Теперь неподражаемая Ангелина Никодимовна! Фигура жуть, вообще не женщина! Странно, как зеркала не рассыпаются, взирая на этот широкоплечий сухостой? А голос, будто у лягушки, отдыхающей на болоте после сытного обеда. Надо быть, как я. Я умна, красива и профессионально состоятельна. Всё при мне! И лицо и рост и стать. Хоть фотографируй! Мне говорили, что самые удачные фото получаются, когда я стою, опираясь коленом о сиденье стула, устремив строгий взгляд вниз, в сторону воображаемого ученика. И женщина, и педагог! А Ангелину Никодимовну как ни ставь, нормальной фотки не получится, можно огромной костлявой коленкой в стул не упираться… Никодимовна! «Налим Никодим гордится собою…», видать повадками своими в папу пошла. И как разговаривает, лезет с репликами, перебивает, такта никакого! Верочка, похоже, обиду на неё затаила. Небось, грызлись, пока против меня не сдружились! Ангелине же всё по барабану. Считает, поди, себя педагогом. Просто смех!
Чему они вообще могут обучить? Разве что тупо барабанить по клавишам? Мне же есть, чему научить любого и всякого. Ох, я покажу этим неудачницам, которые ученикам своим тыкают! Я, например, даже к самым маленьким обращаюсь на «Вы»! Как же иначе? Только так они станут личностями, как я!
В самом деле, надо переманить у них учеников. Конкурс пианистов впереди. Директор наш хоть и трубач, но амбиции как у пианиста-виртуоза. В конце концов, победитель конкурса нужен нам обоим. Думаю, мне он не откажет. И правильно сделает, умничка! Из моих рук получит Победителя! Стало быть, фамилии будущих счастливцев Старлейчук и Пересмешников? Фамилии чёрт знает, что, я скажу. Генералова, Майорова, Воеводина, Комиссарова, на худой конец. Она же Старлейчук. «Маловато будет!» Очевидная деградация, плюс, как говорят, говорят с гонором, но я быстро сделаю её шёлковой. И Пересмешников. В каком смысле? Впрочем, неважно, всё равно орлом у меня полетит»! – Вивачевская завершила внутренний монолог и направилась к кабинету директора.
– Мне необходимо посоветоваться с Вами, я войду!..

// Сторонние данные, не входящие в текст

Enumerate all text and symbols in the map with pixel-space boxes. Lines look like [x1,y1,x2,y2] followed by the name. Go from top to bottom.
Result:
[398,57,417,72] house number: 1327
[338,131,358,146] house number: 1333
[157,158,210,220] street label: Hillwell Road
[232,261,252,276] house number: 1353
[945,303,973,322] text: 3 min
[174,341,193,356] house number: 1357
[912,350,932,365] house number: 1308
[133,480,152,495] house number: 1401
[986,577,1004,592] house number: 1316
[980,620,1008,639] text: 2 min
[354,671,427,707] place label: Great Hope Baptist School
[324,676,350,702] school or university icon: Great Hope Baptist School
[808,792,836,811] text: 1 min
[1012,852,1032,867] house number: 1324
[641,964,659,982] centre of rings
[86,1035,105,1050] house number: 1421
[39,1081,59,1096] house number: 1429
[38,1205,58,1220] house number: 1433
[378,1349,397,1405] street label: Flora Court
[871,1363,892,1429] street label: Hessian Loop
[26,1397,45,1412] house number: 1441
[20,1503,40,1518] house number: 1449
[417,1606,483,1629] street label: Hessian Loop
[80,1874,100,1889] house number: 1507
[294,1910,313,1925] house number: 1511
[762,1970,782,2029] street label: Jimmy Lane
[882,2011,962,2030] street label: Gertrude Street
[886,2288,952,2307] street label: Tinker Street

Полчаса спустя она покинула кабинет директора со смешанным чувством. С одной стороны, трубач-директор с радостью принял намерение Вивачевской участвовать в конкурсе пианистов. Идея перевести к ней в класс двух учеников тоже пришлась ко двору. Но, со Старлейчук ничего не получилось. Она уже занималась с репетитором из музыкального училища. У репетитора тоже было консерваторское образование и, поэтому, в услугах Инессы Леонидовны Старлейчук не нуждалась. В отношении Николая Пересмешникова старания Вивачевской увенчались успехом, и уже на следующий день он приветствовал новую учительницу. Они приступили к занятиям.

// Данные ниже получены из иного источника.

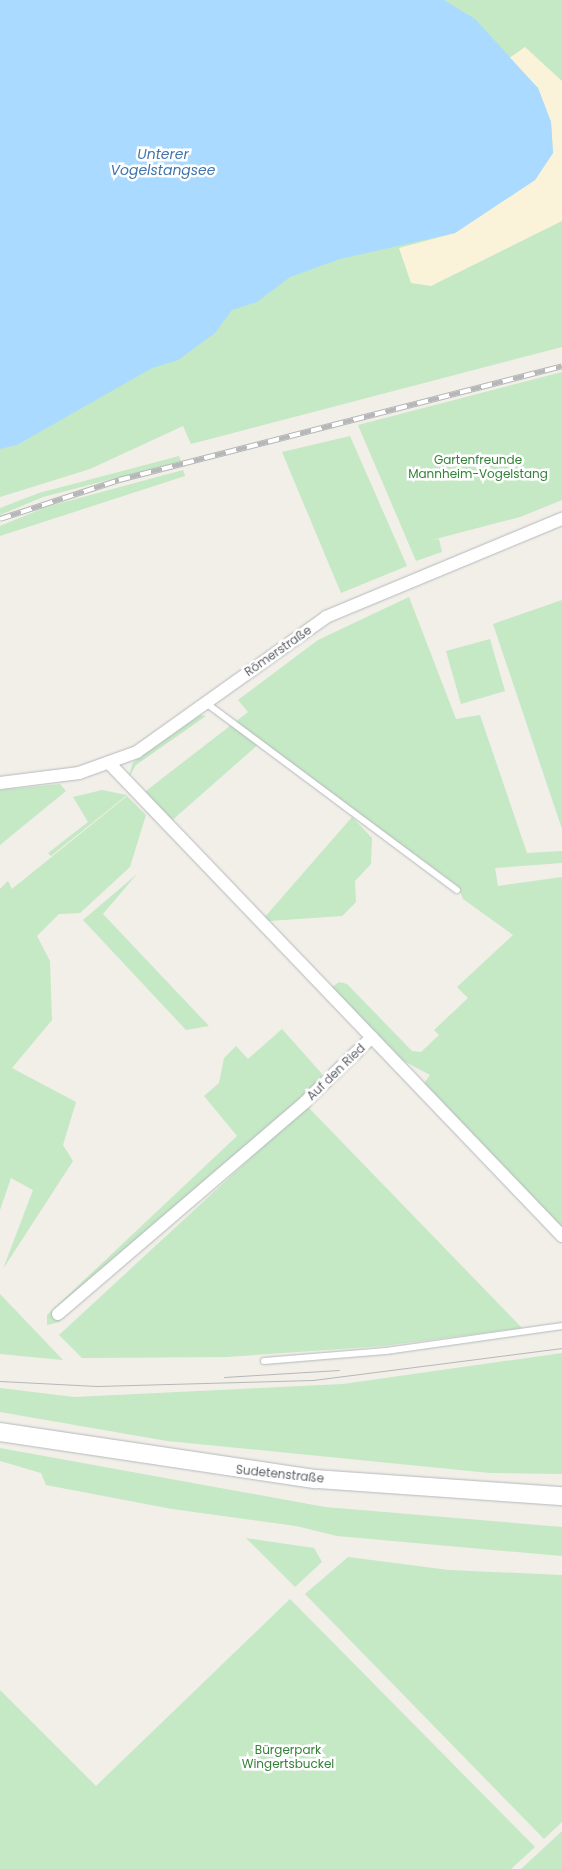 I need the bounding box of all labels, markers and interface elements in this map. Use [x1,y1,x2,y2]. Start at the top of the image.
water label: Unterer Vogelstangsee [111,146,215,178]
park label: Gartenfreunde Mannheim-Vogelstang [408,453,548,481]
street label: Römerstraße [242,623,314,679]
street label: Auf den Ried [304,1041,368,1103]
street label: Sudetenstraße [235,1462,325,1486]
park label: Bürgerpark Wingertsbuckel [242,1743,334,1771]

– Здравствуйте, Николай! Вы, наверное, уже знаете, что мы участвуем в конкурсе пианистов и просто обязаны занять одно из призовых мест. И, непременно, первое! Вы хотите что-то сказать? – Вивачевская увидела удивлённое выражение лица Пересмешникова.
– Инесса Леонидовна, почему вы обращаетесь ко мне на «Вы», а другие учителя говорят «ты»?

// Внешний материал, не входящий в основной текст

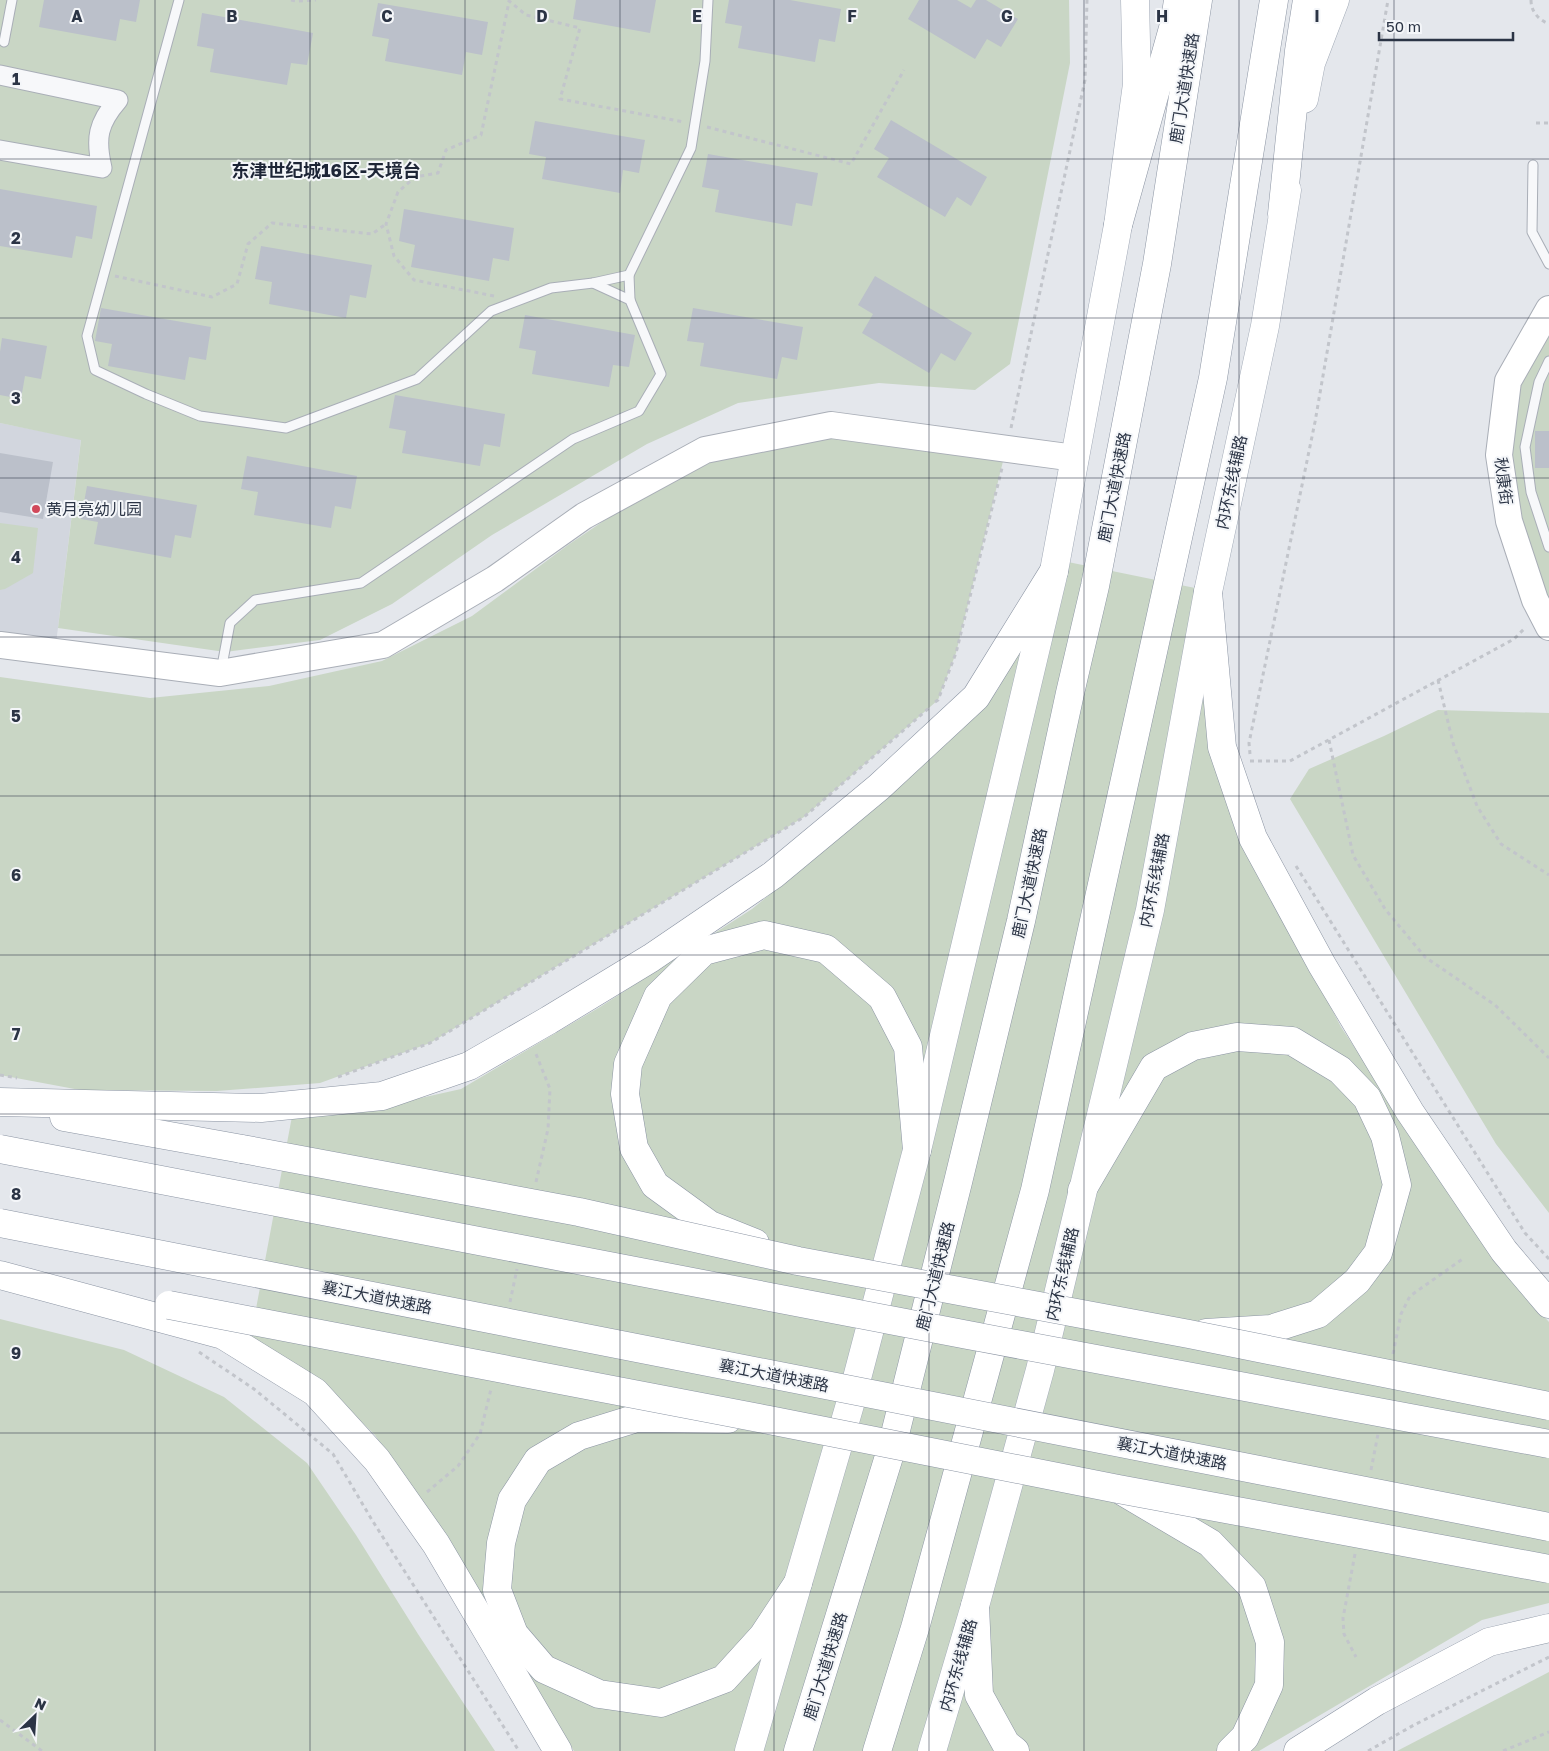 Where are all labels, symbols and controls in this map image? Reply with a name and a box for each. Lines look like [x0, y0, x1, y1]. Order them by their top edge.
text: A [71, 6, 83, 26]
text: B [226, 6, 238, 26]
text: C [381, 6, 393, 26]
text: D [536, 6, 548, 26]
text: E [692, 6, 702, 26]
text: F [847, 6, 857, 26]
text: G [1001, 6, 1013, 26]
text: H [1156, 6, 1168, 26]
text: I [1314, 6, 1320, 26]
scale bar [1379, 10, 1513, 42]
text: 50 m [1386, 17, 1421, 35]
street label: 鹿门大道快速路 [1165, 31, 1203, 145]
text: 1 [12, 69, 20, 89]
district label: 东津世纪城16区-天境台 [231, 159, 421, 181]
text: 2 [11, 228, 21, 248]
text: 3 [11, 388, 21, 408]
street label: 鹿门大道快速路 [1093, 430, 1135, 544]
street label: 内环东线辅路 [1211, 433, 1251, 531]
street label: 秋康街 [1491, 456, 1517, 506]
place label: 黄月亮幼儿园 [46, 499, 142, 519]
marker: 黄月亮幼儿园 [30, 503, 42, 515]
text: 4 [11, 547, 21, 567]
text: 5 [11, 706, 21, 726]
street label: 鹿门大道快速路 [1008, 826, 1050, 940]
street label: 内环东线辅路 [1135, 831, 1173, 929]
text: 6 [11, 865, 21, 885]
text: 7 [12, 1024, 21, 1044]
text: 8 [11, 1184, 21, 1204]
street label: 鹿门大道快速路 [912, 1219, 958, 1333]
street label: 内环东线辅路 [1041, 1225, 1083, 1323]
street label: 襄江大道快速路 [320, 1276, 434, 1318]
text: 9 [11, 1343, 21, 1363]
street label: 襄江大道快速路 [717, 1354, 831, 1396]
street label: 襄江大道快速路 [1115, 1432, 1229, 1474]
street label: 鹿门大道快速路 [799, 1610, 851, 1722]
street label: 内环东线辅路 [935, 1616, 981, 1714]
north arrow [10, 1691, 60, 1741]
text: N [32, 1694, 49, 1714]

– Потому, что Вы личность. Я всем детям говорю «Вы» независимо от возраста. Я так повышаю Вашу самооценку, чтобы под моим руководством Вы могли достичь успеха! Вам сколько лет?
– Четырнадцать, – чуть помедлив, удивлённо ответил Коля. – Значит, другие учителя нас не уважают?
– Может и уважают…
– Берут за хвост и провожают? – сострил Коля. – Прикольно!
– Никогда больше меня не перебивайте! Я значительно старше, хотя и обращаюсь на «Вы». Поняли? – чеканным тоном спросила Инесса Леонидовна.
– Понял, вы старше! – двусмысленно, с точки зрения преподавательницы, согласился Пересмешников.
– Да и такт у Вас не на высоте. Но это я поправлю! Теперь, пожалуйста, сыграйте вот эту вещь с листа. Мне говорили, Вы очень способный ученик. – Вивачевская поставила перед учеником ноты незнакомой пьесы. Началась спотыкающаяся музыкальная возня в исполнении способного Коли. То здесь, то там резали благородный слух преподавательницы фальшивые ноты, а незапланированные паузы вносили смятение в душу. Наконец она не выдержала:
– Стоп! Почему Вы так скверно читаете с листа? Вера Андреевна не показывала, как это делается?
– Мне лично, никогда. Зато она показывала на концерте в театре как надо исполнять «Песнь жаворонка». Продемонстрировала своё искусство. Все слышали, – со вздохом признался Коля, простодушно глядя на учительницу.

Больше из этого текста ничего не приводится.